#### [Given entries]
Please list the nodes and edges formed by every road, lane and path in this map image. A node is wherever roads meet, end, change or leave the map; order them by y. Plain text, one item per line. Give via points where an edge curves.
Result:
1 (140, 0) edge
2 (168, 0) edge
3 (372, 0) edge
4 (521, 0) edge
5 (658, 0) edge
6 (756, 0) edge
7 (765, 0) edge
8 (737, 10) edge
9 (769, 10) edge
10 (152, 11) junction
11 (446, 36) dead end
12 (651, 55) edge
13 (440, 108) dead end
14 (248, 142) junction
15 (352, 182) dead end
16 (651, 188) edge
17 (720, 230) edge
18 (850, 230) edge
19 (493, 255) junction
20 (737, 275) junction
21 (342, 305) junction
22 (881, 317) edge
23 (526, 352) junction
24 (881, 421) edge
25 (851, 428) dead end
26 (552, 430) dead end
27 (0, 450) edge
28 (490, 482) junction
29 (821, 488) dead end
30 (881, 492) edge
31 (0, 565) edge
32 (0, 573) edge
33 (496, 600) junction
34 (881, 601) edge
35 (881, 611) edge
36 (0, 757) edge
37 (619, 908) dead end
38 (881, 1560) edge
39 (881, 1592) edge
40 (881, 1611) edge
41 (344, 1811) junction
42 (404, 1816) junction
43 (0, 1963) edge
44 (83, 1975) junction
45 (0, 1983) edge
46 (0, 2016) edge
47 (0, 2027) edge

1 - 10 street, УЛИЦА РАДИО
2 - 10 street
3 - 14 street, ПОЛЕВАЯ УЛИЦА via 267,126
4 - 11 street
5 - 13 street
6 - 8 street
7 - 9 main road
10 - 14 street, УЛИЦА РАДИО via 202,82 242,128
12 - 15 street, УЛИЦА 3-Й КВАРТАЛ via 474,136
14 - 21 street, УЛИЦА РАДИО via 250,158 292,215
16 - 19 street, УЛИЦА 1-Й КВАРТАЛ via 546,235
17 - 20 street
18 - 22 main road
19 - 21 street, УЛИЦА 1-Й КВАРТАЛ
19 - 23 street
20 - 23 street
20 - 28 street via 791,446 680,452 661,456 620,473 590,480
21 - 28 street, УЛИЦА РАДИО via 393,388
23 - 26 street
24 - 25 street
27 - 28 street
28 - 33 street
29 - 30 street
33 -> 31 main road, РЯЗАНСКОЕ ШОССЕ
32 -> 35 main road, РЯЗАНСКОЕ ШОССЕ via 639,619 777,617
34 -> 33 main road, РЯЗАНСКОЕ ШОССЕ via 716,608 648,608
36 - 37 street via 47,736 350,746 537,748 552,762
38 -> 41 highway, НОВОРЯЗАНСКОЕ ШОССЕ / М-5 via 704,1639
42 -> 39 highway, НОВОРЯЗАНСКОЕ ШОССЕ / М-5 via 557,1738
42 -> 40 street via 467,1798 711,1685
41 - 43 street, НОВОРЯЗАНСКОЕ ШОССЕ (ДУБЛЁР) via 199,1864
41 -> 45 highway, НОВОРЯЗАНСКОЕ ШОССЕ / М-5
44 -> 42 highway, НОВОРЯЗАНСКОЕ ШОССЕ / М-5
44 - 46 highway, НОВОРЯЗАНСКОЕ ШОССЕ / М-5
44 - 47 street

#### [Instructions to follow]
Give back the complete data exactly as supplied.

#### [The answer]
Please list the nodes and edges formed by every road, lane and path in this map image. A node is wherever roads meet, end, change or leave the map; order them by y. Plain text, one item per line. Give via points where an edge curves.
Result:
1 (140, 0) edge
2 (168, 0) edge
3 (372, 0) edge
4 (521, 0) edge
5 (658, 0) edge
6 (756, 0) edge
7 (765, 0) edge
8 (737, 10) edge
9 (769, 10) edge
10 (152, 11) junction
11 (446, 36) dead end
12 (651, 55) edge
13 (440, 108) dead end
14 (248, 142) junction
15 (352, 182) dead end
16 (651, 188) edge
17 (720, 230) edge
18 (850, 230) edge
19 (493, 255) junction
20 (737, 275) junction
21 (342, 305) junction
22 (881, 317) edge
23 (526, 352) junction
24 (881, 421) edge
25 (851, 428) dead end
26 (552, 430) dead end
27 (0, 450) edge
28 (490, 482) junction
29 (821, 488) dead end
30 (881, 492) edge
31 (0, 565) edge
32 (0, 573) edge
33 (496, 600) junction
34 (881, 601) edge
35 (881, 611) edge
36 (0, 757) edge
37 (619, 908) dead end
38 (881, 1560) edge
39 (881, 1592) edge
40 (881, 1611) edge
41 (344, 1811) junction
42 (404, 1816) junction
43 (0, 1963) edge
44 (83, 1975) junction
45 (0, 1983) edge
46 (0, 2016) edge
47 (0, 2027) edge

1 - 10 street, УЛИЦА РАДИО
2 - 10 street
3 - 14 street, ПОЛЕВАЯ УЛИЦА via 267,126
4 - 11 street
5 - 13 street
6 - 8 street
7 - 9 main road
10 - 14 street, УЛИЦА РАДИО via 202,82 242,128
12 - 15 street, УЛИЦА 3-Й КВАРТАЛ via 474,136
14 - 21 street, УЛИЦА РАДИО via 250,158 292,215
16 - 19 street, УЛИЦА 1-Й КВАРТАЛ via 546,235
17 - 20 street
18 - 22 main road
19 - 21 street, УЛИЦА 1-Й КВАРТАЛ
19 - 23 street
20 - 23 street
20 - 28 street via 791,446 680,452 661,456 620,473 590,480
21 - 28 street, УЛИЦА РАДИО via 393,388
23 - 26 street
24 - 25 street
27 - 28 street
28 - 33 street
29 - 30 street
33 -> 31 main road, РЯЗАНСКОЕ ШОССЕ
32 -> 35 main road, РЯЗАНСКОЕ ШОССЕ via 639,619 777,617
34 -> 33 main road, РЯЗАНСКОЕ ШОССЕ via 716,608 648,608
36 - 37 street via 47,736 350,746 537,748 552,762
38 -> 41 highway, НОВОРЯЗАНСКОЕ ШОССЕ / М-5 via 704,1639
42 -> 39 highway, НОВОРЯЗАНСКОЕ ШОССЕ / М-5 via 557,1738
42 -> 40 street via 467,1798 711,1685
41 - 43 street, НОВОРЯЗАНСКОЕ ШОССЕ (ДУБЛЁР) via 199,1864
41 -> 45 highway, НОВОРЯЗАНСКОЕ ШОССЕ / М-5
44 -> 42 highway, НОВОРЯЗАНСКОЕ ШОССЕ / М-5
44 - 46 highway, НОВОРЯЗАНСКОЕ ШОССЕ / М-5
44 - 47 street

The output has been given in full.